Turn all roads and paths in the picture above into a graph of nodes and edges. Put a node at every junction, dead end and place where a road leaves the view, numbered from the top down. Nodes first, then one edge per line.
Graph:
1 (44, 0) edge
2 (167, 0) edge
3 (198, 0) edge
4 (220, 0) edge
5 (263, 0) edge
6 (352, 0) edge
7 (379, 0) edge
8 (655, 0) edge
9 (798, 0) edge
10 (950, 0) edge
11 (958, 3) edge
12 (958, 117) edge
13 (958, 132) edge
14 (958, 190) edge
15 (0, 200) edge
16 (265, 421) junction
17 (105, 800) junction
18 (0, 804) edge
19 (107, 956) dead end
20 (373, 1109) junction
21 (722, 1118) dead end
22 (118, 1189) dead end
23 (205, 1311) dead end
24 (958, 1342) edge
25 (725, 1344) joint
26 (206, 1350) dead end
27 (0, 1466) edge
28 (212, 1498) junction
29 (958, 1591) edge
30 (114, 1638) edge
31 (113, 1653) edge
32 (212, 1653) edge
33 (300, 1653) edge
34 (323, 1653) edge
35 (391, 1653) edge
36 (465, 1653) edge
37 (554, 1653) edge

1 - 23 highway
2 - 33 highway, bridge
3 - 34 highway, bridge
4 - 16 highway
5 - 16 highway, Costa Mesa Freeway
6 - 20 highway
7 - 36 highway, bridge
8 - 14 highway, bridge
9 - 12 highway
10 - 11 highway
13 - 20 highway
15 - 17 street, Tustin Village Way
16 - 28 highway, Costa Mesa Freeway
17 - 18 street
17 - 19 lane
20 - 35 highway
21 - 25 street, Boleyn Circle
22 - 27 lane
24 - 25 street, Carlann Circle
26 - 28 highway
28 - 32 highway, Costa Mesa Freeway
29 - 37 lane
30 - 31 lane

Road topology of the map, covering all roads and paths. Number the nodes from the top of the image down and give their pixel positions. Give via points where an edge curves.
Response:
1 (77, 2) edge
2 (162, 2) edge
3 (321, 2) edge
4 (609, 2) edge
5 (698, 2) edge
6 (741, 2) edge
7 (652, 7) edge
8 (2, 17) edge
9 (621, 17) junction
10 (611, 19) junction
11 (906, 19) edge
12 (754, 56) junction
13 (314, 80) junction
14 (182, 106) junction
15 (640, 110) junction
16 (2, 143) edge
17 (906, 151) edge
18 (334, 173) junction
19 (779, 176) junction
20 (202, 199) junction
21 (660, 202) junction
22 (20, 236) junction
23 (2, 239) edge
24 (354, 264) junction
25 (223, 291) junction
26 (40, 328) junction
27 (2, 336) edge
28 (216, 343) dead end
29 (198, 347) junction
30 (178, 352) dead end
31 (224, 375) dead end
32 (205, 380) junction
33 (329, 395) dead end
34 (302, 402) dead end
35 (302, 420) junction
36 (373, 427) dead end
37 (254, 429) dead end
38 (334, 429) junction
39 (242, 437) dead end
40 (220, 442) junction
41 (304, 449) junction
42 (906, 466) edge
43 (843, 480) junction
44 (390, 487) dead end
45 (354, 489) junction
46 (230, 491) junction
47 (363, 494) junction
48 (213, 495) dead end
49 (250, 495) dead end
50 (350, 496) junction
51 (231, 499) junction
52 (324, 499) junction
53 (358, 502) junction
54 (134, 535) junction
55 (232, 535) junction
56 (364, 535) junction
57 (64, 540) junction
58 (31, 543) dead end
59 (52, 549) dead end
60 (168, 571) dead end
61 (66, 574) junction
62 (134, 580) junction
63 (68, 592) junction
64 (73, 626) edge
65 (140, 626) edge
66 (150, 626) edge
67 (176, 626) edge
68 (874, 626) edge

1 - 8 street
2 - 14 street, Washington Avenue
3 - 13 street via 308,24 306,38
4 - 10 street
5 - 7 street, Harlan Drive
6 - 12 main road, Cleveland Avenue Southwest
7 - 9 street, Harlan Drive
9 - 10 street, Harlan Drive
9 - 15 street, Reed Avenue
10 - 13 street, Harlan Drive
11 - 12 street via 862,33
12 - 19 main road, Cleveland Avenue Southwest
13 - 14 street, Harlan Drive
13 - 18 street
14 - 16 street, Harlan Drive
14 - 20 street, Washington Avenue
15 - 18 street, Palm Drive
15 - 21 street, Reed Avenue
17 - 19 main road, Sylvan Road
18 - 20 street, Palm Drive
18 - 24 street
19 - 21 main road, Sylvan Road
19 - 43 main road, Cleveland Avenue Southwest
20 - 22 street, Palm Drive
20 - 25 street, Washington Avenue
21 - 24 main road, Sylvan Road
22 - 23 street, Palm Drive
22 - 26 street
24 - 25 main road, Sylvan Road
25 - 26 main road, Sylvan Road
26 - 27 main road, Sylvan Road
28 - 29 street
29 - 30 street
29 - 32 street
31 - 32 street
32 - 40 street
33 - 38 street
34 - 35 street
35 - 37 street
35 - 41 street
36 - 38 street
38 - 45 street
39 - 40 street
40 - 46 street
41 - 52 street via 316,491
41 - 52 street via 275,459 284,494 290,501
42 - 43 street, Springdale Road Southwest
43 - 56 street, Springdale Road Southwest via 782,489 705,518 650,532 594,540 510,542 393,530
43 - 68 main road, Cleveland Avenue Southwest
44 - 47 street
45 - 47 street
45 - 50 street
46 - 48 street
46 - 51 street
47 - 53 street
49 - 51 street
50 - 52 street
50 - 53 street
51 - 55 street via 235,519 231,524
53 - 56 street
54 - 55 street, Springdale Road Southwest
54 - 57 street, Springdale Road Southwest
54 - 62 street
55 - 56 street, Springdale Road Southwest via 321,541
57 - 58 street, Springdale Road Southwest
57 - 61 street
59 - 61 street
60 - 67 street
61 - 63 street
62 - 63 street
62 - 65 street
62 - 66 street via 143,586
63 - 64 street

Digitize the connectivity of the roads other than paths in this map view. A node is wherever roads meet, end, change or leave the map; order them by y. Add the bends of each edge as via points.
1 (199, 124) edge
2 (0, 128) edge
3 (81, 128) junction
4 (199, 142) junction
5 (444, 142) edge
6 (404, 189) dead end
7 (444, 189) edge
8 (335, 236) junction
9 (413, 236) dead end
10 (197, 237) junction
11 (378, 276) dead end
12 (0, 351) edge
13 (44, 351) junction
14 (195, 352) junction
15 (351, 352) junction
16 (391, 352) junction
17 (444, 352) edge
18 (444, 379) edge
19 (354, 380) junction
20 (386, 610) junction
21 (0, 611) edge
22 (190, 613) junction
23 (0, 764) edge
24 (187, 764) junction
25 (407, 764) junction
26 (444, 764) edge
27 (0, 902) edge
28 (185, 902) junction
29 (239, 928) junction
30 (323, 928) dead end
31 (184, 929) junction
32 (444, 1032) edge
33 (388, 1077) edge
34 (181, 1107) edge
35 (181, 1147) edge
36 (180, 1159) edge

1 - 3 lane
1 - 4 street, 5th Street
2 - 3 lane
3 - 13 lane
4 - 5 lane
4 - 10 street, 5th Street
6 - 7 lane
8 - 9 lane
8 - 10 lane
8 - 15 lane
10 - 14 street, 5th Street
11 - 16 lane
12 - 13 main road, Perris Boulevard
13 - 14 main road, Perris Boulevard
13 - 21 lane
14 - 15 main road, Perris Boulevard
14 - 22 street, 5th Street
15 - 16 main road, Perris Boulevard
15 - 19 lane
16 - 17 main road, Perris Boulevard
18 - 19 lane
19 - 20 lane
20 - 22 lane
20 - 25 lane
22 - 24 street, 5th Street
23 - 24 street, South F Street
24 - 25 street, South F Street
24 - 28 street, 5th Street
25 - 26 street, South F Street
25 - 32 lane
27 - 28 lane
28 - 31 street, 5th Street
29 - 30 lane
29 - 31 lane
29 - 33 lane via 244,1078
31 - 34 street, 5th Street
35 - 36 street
============
> Try it: Please retype every entry above exactly as it stands.

> Solution:
Turn all roads and paths in the picture above into a graph of nodes and edges. Put a node at every junction, dead end and place where a road leaves the view, numbered from the top down. Nodes first, then one edge per line.
Graph:
1 (44, 0) edge
2 (167, 0) edge
3 (198, 0) edge
4 (220, 0) edge
5 (263, 0) edge
6 (352, 0) edge
7 (379, 0) edge
8 (655, 0) edge
9 (798, 0) edge
10 (950, 0) edge
11 (958, 3) edge
12 (958, 117) edge
13 (958, 132) edge
14 (958, 190) edge
15 (0, 200) edge
16 (265, 421) junction
17 (105, 800) junction
18 (0, 804) edge
19 (107, 956) dead end
20 (373, 1109) junction
21 (722, 1118) dead end
22 (118, 1189) dead end
23 (205, 1311) dead end
24 (958, 1342) edge
25 (725, 1344) joint
26 (206, 1350) dead end
27 (0, 1466) edge
28 (212, 1498) junction
29 (958, 1591) edge
30 (114, 1638) edge
31 (113, 1653) edge
32 (212, 1653) edge
33 (300, 1653) edge
34 (323, 1653) edge
35 (391, 1653) edge
36 (465, 1653) edge
37 (554, 1653) edge

1 - 23 highway
2 - 33 highway, bridge
3 - 34 highway, bridge
4 - 16 highway
5 - 16 highway, Costa Mesa Freeway
6 - 20 highway
7 - 36 highway, bridge
8 - 14 highway, bridge
9 - 12 highway
10 - 11 highway
13 - 20 highway
15 - 17 street, Tustin Village Way
16 - 28 highway, Costa Mesa Freeway
17 - 18 street
17 - 19 lane
20 - 35 highway
21 - 25 street, Boleyn Circle
22 - 27 lane
24 - 25 street, Carlann Circle
26 - 28 highway
28 - 32 highway, Costa Mesa Freeway
29 - 37 lane
30 - 31 lane

Road topology of the map, covering all roads and paths. Number the nodes from the top of the image down and give their pixel positions. Give via points where an edge curves.
Response:
1 (77, 2) edge
2 (162, 2) edge
3 (321, 2) edge
4 (609, 2) edge
5 (698, 2) edge
6 (741, 2) edge
7 (652, 7) edge
8 (2, 17) edge
9 (621, 17) junction
10 (611, 19) junction
11 (906, 19) edge
12 (754, 56) junction
13 (314, 80) junction
14 (182, 106) junction
15 (640, 110) junction
16 (2, 143) edge
17 (906, 151) edge
18 (334, 173) junction
19 (779, 176) junction
20 (202, 199) junction
21 (660, 202) junction
22 (20, 236) junction
23 (2, 239) edge
24 (354, 264) junction
25 (223, 291) junction
26 (40, 328) junction
27 (2, 336) edge
28 (216, 343) dead end
29 (198, 347) junction
30 (178, 352) dead end
31 (224, 375) dead end
32 (205, 380) junction
33 (329, 395) dead end
34 (302, 402) dead end
35 (302, 420) junction
36 (373, 427) dead end
37 (254, 429) dead end
38 (334, 429) junction
39 (242, 437) dead end
40 (220, 442) junction
41 (304, 449) junction
42 (906, 466) edge
43 (843, 480) junction
44 (390, 487) dead end
45 (354, 489) junction
46 (230, 491) junction
47 (363, 494) junction
48 (213, 495) dead end
49 (250, 495) dead end
50 (350, 496) junction
51 (231, 499) junction
52 (324, 499) junction
53 (358, 502) junction
54 (134, 535) junction
55 (232, 535) junction
56 (364, 535) junction
57 (64, 540) junction
58 (31, 543) dead end
59 (52, 549) dead end
60 (168, 571) dead end
61 (66, 574) junction
62 (134, 580) junction
63 (68, 592) junction
64 (73, 626) edge
65 (140, 626) edge
66 (150, 626) edge
67 (176, 626) edge
68 (874, 626) edge

1 - 8 street
2 - 14 street, Washington Avenue
3 - 13 street via 308,24 306,38
4 - 10 street
5 - 7 street, Harlan Drive
6 - 12 main road, Cleveland Avenue Southwest
7 - 9 street, Harlan Drive
9 - 10 street, Harlan Drive
9 - 15 street, Reed Avenue
10 - 13 street, Harlan Drive
11 - 12 street via 862,33
12 - 19 main road, Cleveland Avenue Southwest
13 - 14 street, Harlan Drive
13 - 18 street
14 - 16 street, Harlan Drive
14 - 20 street, Washington Avenue
15 - 18 street, Palm Drive
15 - 21 street, Reed Avenue
17 - 19 main road, Sylvan Road
18 - 20 street, Palm Drive
18 - 24 street
19 - 21 main road, Sylvan Road
19 - 43 main road, Cleveland Avenue Southwest
20 - 22 street, Palm Drive
20 - 25 street, Washington Avenue
21 - 24 main road, Sylvan Road
22 - 23 street, Palm Drive
22 - 26 street
24 - 25 main road, Sylvan Road
25 - 26 main road, Sylvan Road
26 - 27 main road, Sylvan Road
28 - 29 street
29 - 30 street
29 - 32 street
31 - 32 street
32 - 40 street
33 - 38 street
34 - 35 street
35 - 37 street
35 - 41 street
36 - 38 street
38 - 45 street
39 - 40 street
40 - 46 street
41 - 52 street via 316,491
41 - 52 street via 275,459 284,494 290,501
42 - 43 street, Springdale Road Southwest
43 - 56 street, Springdale Road Southwest via 782,489 705,518 650,532 594,540 510,542 393,530
43 - 68 main road, Cleveland Avenue Southwest
44 - 47 street
45 - 47 street
45 - 50 street
46 - 48 street
46 - 51 street
47 - 53 street
49 - 51 street
50 - 52 street
50 - 53 street
51 - 55 street via 235,519 231,524
53 - 56 street
54 - 55 street, Springdale Road Southwest
54 - 57 street, Springdale Road Southwest
54 - 62 street
55 - 56 street, Springdale Road Southwest via 321,541
57 - 58 street, Springdale Road Southwest
57 - 61 street
59 - 61 street
60 - 67 street
61 - 63 street
62 - 63 street
62 - 65 street
62 - 66 street via 143,586
63 - 64 street

Digitize the connectivity of the roads other than paths in this map view. A node is wherever roads meet, end, change or leave the map; order them by y. Add the bends of each edge as via points.
1 (199, 124) edge
2 (0, 128) edge
3 (81, 128) junction
4 (199, 142) junction
5 (444, 142) edge
6 (404, 189) dead end
7 (444, 189) edge
8 (335, 236) junction
9 (413, 236) dead end
10 (197, 237) junction
11 (378, 276) dead end
12 (0, 351) edge
13 (44, 351) junction
14 (195, 352) junction
15 (351, 352) junction
16 (391, 352) junction
17 (444, 352) edge
18 (444, 379) edge
19 (354, 380) junction
20 (386, 610) junction
21 (0, 611) edge
22 (190, 613) junction
23 (0, 764) edge
24 (187, 764) junction
25 (407, 764) junction
26 (444, 764) edge
27 (0, 902) edge
28 (185, 902) junction
29 (239, 928) junction
30 (323, 928) dead end
31 (184, 929) junction
32 (444, 1032) edge
33 (388, 1077) edge
34 (181, 1107) edge
35 (181, 1147) edge
36 (180, 1159) edge

1 - 3 lane
1 - 4 street, 5th Street
2 - 3 lane
3 - 13 lane
4 - 5 lane
4 - 10 street, 5th Street
6 - 7 lane
8 - 9 lane
8 - 10 lane
8 - 15 lane
10 - 14 street, 5th Street
11 - 16 lane
12 - 13 main road, Perris Boulevard
13 - 14 main road, Perris Boulevard
13 - 21 lane
14 - 15 main road, Perris Boulevard
14 - 22 street, 5th Street
15 - 16 main road, Perris Boulevard
15 - 19 lane
16 - 17 main road, Perris Boulevard
18 - 19 lane
19 - 20 lane
20 - 22 lane
20 - 25 lane
22 - 24 street, 5th Street
23 - 24 street, South F Street
24 - 25 street, South F Street
24 - 28 street, 5th Street
25 - 26 street, South F Street
25 - 32 lane
27 - 28 lane
28 - 31 street, 5th Street
29 - 30 lane
29 - 31 lane
29 - 33 lane via 244,1078
31 - 34 street, 5th Street
35 - 36 street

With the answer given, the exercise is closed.